4. Improve Workplace Morale
If your employees aren't excited to come to work and engage with coworkers, it could be contributing to employee absenteeism. Ultimately, humans are social creatures — a sense of belonging is critical for workplace satisfaction.
You can build morale through team-building exercises, friendly competition between departments, and community service trips. Facilitating opportunities for employees to engage with one another, while feeling proud and inspired by their team, is imperative for combating employee absenteeism. If an employee feels appreciated and recognized by coworkers, she'll have a stronger sense of motivation to come to the office.
Additionally, your office ambiance can go a long way towards improving morale. For instance, studies suggest plants can help your employees concentrate. Scents like lavender can ease stress and promote relaxation, and small office snacks can keep your employees' energy levels up.
Ultimately, a warm, friendly, and productive environment can help reduce employee absenteeism by creating a space in which your employees want to spend their time.
5. Encourage Employee Engagement
It's a simple truth — disengaged employees are going to look for excuses to avoid the office.
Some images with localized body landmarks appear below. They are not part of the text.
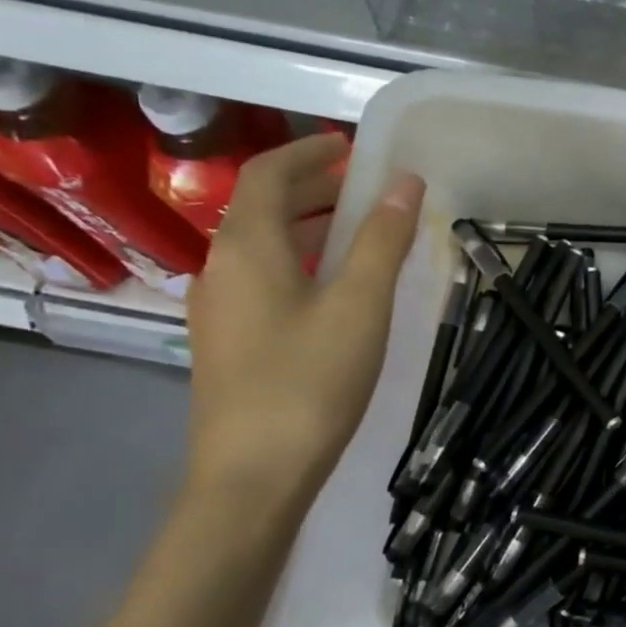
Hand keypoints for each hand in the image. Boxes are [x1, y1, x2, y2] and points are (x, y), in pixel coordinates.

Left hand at [185, 133, 424, 511]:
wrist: (252, 479)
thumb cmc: (309, 382)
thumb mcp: (359, 305)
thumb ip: (382, 240)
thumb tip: (405, 182)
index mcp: (246, 249)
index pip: (268, 174)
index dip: (308, 152)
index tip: (352, 148)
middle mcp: (221, 269)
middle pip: (261, 207)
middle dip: (312, 188)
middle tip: (366, 186)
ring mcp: (220, 310)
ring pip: (262, 247)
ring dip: (307, 226)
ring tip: (360, 230)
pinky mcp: (230, 343)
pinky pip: (263, 279)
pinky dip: (299, 262)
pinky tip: (334, 288)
Empowering your employees and increasing their workplace satisfaction isn't just a matter of reducing absenteeism — it's also critical for your company's long-term success. The more engaged your employees are, the better they'll perform.
So how can you increase employee engagement? The answer might be in your leadership skills.
Ultimately, managers hold a lot of power over employees' workplace happiness. In fact, a Gallup poll found 75% of workers who voluntarily left their jobs did so because of their bosses, not the position itself.
To improve employee engagement, consider offering more autonomy and freedom for your employees to manage their own schedules and tasks.
Autonomy can be a major factor in workplace satisfaction — one meta-analysis involving over 400,000 people in 63 countries found autonomy and control over one's life matters more to people than money.
By investing in genuine relationships with your employees, you'll quickly find there are plenty of areas you can reduce stress and improve employee engagement. Perhaps your employee is frustrated that she hasn't been given enough growth opportunities. By discussing her future goals, you can help her get on the right track and encourage engagement by giving her more tasks related to her interests.
Alternatively, maybe your employee is stressed from his morning commute. Simply granting him a flexible schedule to avoid rush hour could decrease his stress drastically.
Additionally, it's imperative you continuously inspire your employees and acknowledge your employees' through positive feedback when they perform well.
Put another way, what would get you out of bed faster in the morning — some early morning praise from your manager, or a long to-do list with no acknowledgement for yesterday's job well done?
If one employee has been absent more than the other employees and hasn't notified you of a valid reason, such as a medical condition or family emergency, then their absenteeism is likely excessive. Typically, absenteeism is excessive if it surpasses the amount of time your company allows, or goes beyond what most other employees take.